* [Task to complete]
Would you write out all of the entries below, exactly as they stand?

[Stored items]
-=-=-
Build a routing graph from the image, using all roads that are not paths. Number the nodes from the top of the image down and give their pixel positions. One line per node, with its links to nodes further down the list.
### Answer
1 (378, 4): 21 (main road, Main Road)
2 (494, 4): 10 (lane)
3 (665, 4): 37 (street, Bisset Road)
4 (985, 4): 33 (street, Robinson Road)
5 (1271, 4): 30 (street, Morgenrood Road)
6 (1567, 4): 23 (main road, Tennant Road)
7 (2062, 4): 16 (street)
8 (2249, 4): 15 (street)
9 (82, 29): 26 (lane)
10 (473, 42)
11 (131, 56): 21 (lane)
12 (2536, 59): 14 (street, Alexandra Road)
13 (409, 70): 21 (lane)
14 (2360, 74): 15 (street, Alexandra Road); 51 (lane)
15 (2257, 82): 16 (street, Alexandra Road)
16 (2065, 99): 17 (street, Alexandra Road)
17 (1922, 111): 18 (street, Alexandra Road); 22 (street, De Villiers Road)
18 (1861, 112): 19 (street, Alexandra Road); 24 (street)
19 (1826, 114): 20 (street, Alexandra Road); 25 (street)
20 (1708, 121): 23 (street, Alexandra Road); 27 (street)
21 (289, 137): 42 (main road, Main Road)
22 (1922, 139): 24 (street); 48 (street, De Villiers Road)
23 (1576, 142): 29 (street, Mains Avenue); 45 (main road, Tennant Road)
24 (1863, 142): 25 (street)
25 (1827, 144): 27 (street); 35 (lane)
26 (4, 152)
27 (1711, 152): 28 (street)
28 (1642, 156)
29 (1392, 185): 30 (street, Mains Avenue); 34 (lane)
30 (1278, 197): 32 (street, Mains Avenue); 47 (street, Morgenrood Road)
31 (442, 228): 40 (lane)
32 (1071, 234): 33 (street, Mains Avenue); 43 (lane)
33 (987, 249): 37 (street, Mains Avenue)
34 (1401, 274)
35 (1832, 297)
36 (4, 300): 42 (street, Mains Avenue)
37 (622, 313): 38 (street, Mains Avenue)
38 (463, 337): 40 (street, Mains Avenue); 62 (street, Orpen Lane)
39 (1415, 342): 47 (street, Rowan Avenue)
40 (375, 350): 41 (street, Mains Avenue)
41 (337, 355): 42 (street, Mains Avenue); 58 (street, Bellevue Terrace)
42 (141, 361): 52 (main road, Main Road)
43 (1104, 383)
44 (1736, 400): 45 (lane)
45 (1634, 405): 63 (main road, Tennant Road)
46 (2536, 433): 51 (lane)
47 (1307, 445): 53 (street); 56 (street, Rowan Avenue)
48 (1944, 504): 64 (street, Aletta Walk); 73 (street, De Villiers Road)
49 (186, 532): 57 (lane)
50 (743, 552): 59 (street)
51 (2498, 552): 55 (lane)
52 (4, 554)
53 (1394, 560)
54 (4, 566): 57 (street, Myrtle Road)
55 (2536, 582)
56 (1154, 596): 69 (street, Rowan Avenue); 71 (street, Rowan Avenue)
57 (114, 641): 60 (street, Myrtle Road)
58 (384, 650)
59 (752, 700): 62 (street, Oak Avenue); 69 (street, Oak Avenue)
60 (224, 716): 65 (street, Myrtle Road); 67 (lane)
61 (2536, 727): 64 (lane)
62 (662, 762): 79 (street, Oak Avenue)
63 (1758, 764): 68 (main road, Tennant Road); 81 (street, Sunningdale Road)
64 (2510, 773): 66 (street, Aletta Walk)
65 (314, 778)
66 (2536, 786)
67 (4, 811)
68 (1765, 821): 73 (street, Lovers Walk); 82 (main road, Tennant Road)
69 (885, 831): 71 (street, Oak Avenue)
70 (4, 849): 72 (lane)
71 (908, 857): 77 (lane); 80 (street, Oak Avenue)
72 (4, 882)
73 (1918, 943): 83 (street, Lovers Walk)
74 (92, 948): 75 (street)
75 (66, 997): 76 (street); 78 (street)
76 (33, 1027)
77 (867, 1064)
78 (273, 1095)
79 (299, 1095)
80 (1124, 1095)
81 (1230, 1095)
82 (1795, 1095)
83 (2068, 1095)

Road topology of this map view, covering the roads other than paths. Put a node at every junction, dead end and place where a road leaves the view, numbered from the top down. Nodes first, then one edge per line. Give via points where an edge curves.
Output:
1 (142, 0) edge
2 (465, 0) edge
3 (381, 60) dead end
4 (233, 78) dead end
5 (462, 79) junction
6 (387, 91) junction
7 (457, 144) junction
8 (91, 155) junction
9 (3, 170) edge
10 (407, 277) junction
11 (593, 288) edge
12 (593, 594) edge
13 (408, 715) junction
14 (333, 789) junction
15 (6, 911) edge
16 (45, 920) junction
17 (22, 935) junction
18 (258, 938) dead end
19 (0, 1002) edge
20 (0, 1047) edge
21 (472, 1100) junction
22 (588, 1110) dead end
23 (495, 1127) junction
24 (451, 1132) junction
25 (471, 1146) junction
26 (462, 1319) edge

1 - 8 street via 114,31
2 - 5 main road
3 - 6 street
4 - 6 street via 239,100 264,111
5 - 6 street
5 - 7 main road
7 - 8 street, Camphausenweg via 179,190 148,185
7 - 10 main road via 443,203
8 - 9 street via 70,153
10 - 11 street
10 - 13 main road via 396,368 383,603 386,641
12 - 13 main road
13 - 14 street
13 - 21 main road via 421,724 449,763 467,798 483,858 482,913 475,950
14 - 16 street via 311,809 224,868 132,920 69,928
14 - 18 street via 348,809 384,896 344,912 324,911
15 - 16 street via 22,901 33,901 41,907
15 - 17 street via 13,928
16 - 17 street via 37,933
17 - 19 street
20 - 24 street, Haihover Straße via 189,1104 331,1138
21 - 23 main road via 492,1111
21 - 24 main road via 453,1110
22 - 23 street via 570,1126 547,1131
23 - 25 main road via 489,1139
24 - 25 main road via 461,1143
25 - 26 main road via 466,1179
-=-=-
* [Exercise output]
Build a routing graph from the image, using all roads that are not paths. Number the nodes from the top of the image down and give their pixel positions. One line per node, with its links to nodes further down the list.
### Answer
1 (378, 4): 21 (main road, Main Road)
2 (494, 4): 10 (lane)
3 (665, 4): 37 (street, Bisset Road)
4 (985, 4): 33 (street, Robinson Road)
5 (1271, 4): 30 (street, Morgenrood Road)
6 (1567, 4): 23 (main road, Tennant Road)
7 (2062, 4): 16 (street)
8 (2249, 4): 15 (street)
9 (82, 29): 26 (lane)
10 (473, 42)
11 (131, 56): 21 (lane)
12 (2536, 59): 14 (street, Alexandra Road)
13 (409, 70): 21 (lane)
14 (2360, 74): 15 (street, Alexandra Road); 51 (lane)
15 (2257, 82): 16 (street, Alexandra Road)
16 (2065, 99): 17 (street, Alexandra Road)
17 (1922, 111): 18 (street, Alexandra Road); 22 (street, De Villiers Road)
18 (1861, 112): 19 (street, Alexandra Road); 24 (street)
19 (1826, 114): 20 (street, Alexandra Road); 25 (street)
20 (1708, 121): 23 (street, Alexandra Road); 27 (street)
21 (289, 137): 42 (main road, Main Road)
22 (1922, 139): 24 (street); 48 (street, De Villiers Road)
23 (1576, 142): 29 (street, Mains Avenue); 45 (main road, Tennant Road)
24 (1863, 142): 25 (street)
25 (1827, 144): 27 (street); 35 (lane)
26 (4, 152)
27 (1711, 152): 28 (street)
28 (1642, 156)
29 (1392, 185): 30 (street, Mains Avenue); 34 (lane)
30 (1278, 197): 32 (street, Mains Avenue); 47 (street, Morgenrood Road)
31 (442, 228): 40 (lane)
32 (1071, 234): 33 (street, Mains Avenue); 43 (lane)
33 (987, 249): 37 (street, Mains Avenue)
34 (1401, 274)
35 (1832, 297)
36 (4, 300): 42 (street, Mains Avenue)
37 (622, 313): 38 (street, Mains Avenue)
38 (463, 337): 40 (street, Mains Avenue); 62 (street, Orpen Lane)
39 (1415, 342): 47 (street, Rowan Avenue)
40 (375, 350): 41 (street, Mains Avenue)
41 (337, 355): 42 (street, Mains Avenue); 58 (street, Bellevue Terrace)
42 (141, 361): 52 (main road, Main Road)
43 (1104, 383)
44 (1736, 400): 45 (lane)
45 (1634, 405): 63 (main road, Tennant Road)
46 (2536, 433): 51 (lane)
47 (1307, 445): 53 (street); 56 (street, Rowan Avenue)
48 (1944, 504): 64 (street, Aletta Walk); 73 (street, De Villiers Road)
49 (186, 532): 57 (lane)
50 (743, 552): 59 (street)
51 (2498, 552): 55 (lane)
52 (4, 554)
53 (1394, 560)
54 (4, 566): 57 (street, Myrtle Road)
55 (2536, 582)
56 (1154, 596): 69 (street, Rowan Avenue); 71 (street, Rowan Avenue)
57 (114, 641): 60 (street, Myrtle Road)
58 (384, 650)
59 (752, 700): 62 (street, Oak Avenue); 69 (street, Oak Avenue)
60 (224, 716): 65 (street, Myrtle Road); 67 (lane)
61 (2536, 727): 64 (lane)
62 (662, 762): 79 (street, Oak Avenue)
63 (1758, 764): 68 (main road, Tennant Road); 81 (street, Sunningdale Road)
64 (2510, 773): 66 (street, Aletta Walk)
65 (314, 778)
66 (2536, 786)
67 (4, 811)
68 (1765, 821): 73 (street, Lovers Walk); 82 (main road, Tennant Road)
69 (885, 831): 71 (street, Oak Avenue)
70 (4, 849): 72 (lane)
71 (908, 857): 77 (lane); 80 (street, Oak Avenue)
72 (4, 882)
73 (1918, 943): 83 (street, Lovers Walk)
74 (92, 948): 75 (street)
75 (66, 997): 76 (street); 78 (street)
76 (33, 1027)
77 (867, 1064)
78 (273, 1095)
79 (299, 1095)
80 (1124, 1095)
81 (1230, 1095)
82 (1795, 1095)
83 (2068, 1095)

Road topology of this map view, covering the roads other than paths. Put a node at every junction, dead end and place where a road leaves the view, numbered from the top down. Nodes first, then one edge per line. Give via points where an edge curves.
Output:
1 (142, 0) edge
2 (465, 0) edge
3 (381, 60) dead end
4 (233, 78) dead end
5 (462, 79) junction
6 (387, 91) junction
7 (457, 144) junction
8 (91, 155) junction
9 (3, 170) edge
10 (407, 277) junction
11 (593, 288) edge
12 (593, 594) edge
13 (408, 715) junction
14 (333, 789) junction
15 (6, 911) edge
16 (45, 920) junction
17 (22, 935) junction
18 (258, 938) dead end
19 (0, 1002) edge
20 (0, 1047) edge
21 (472, 1100) junction
22 (588, 1110) dead end
23 (495, 1127) junction
24 (451, 1132) junction
25 (471, 1146) junction
26 (462, 1319) edge

1 - 8 street via 114,31
2 - 5 main road
3 - 6 street
4 - 6 street via 239,100 264,111
5 - 6 street
5 - 7 main road
7 - 8 street, Camphausenweg via 179,190 148,185
7 - 10 main road via 443,203
8 - 9 street via 70,153
10 - 11 street
10 - 13 main road via 396,368 383,603 386,641
12 - 13 main road
13 - 14 street
13 - 21 main road via 421,724 449,763 467,798 483,858 482,913 475,950
14 - 16 street via 311,809 224,868 132,920 69,928
14 - 18 street via 348,809 384,896 344,912 324,911
15 - 16 street via 22,901 33,901 41,907
15 - 17 street via 13,928
16 - 17 street via 37,933
17 - 19 street
20 - 24 street, Haihover Straße via 189,1104 331,1138
21 - 23 main road via 492,1111
21 - 24 main road via 453,1110
22 - 23 street via 570,1126 547,1131
23 - 25 main road via 489,1139
24 - 25 main road via 461,1143
25 - 26 main road via 466,1179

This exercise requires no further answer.